> [What is expected] If a line of the material contains "Vista", copy it.

> [Material for this task]
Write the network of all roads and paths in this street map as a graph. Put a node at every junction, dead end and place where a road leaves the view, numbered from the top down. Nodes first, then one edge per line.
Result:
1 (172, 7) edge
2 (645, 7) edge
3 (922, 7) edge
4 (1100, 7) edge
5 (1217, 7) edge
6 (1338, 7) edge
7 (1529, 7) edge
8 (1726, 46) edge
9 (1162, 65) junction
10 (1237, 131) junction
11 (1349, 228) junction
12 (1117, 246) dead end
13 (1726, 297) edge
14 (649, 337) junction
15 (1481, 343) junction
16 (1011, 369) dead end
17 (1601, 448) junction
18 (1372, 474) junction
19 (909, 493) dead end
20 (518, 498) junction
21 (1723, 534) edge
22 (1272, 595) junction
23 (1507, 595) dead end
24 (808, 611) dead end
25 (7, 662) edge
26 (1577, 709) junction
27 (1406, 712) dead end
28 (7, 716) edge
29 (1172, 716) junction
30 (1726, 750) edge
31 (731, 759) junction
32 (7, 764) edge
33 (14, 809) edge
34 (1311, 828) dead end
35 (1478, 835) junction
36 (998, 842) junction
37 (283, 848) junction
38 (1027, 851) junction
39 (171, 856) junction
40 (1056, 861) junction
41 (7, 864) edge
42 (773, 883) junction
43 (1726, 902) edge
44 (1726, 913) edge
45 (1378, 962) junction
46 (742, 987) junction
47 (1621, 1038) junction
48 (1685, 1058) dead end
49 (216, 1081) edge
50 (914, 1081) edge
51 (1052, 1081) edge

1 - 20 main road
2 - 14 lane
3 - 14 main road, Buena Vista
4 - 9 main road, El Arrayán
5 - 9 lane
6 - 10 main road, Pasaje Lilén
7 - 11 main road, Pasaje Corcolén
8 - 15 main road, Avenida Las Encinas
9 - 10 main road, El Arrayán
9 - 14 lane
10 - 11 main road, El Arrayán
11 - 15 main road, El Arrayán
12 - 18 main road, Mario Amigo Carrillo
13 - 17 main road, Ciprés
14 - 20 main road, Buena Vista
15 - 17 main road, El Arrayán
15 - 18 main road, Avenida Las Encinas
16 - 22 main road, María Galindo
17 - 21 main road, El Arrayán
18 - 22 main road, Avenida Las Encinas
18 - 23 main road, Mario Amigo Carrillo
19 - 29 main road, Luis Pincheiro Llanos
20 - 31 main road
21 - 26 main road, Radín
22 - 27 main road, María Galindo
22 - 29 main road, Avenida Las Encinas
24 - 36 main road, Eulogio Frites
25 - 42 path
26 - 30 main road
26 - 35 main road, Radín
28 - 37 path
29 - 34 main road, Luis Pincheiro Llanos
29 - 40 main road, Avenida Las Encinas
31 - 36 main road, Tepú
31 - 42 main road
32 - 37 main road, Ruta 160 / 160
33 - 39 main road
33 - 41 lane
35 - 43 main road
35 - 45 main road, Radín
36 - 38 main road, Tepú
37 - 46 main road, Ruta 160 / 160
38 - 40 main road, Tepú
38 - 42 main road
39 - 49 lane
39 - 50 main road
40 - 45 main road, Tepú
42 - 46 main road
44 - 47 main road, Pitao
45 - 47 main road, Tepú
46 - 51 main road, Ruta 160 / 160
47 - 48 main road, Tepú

> [Answer section]
3 - 14 main road, Buena Vista
14 - 20 main road, Buena Vista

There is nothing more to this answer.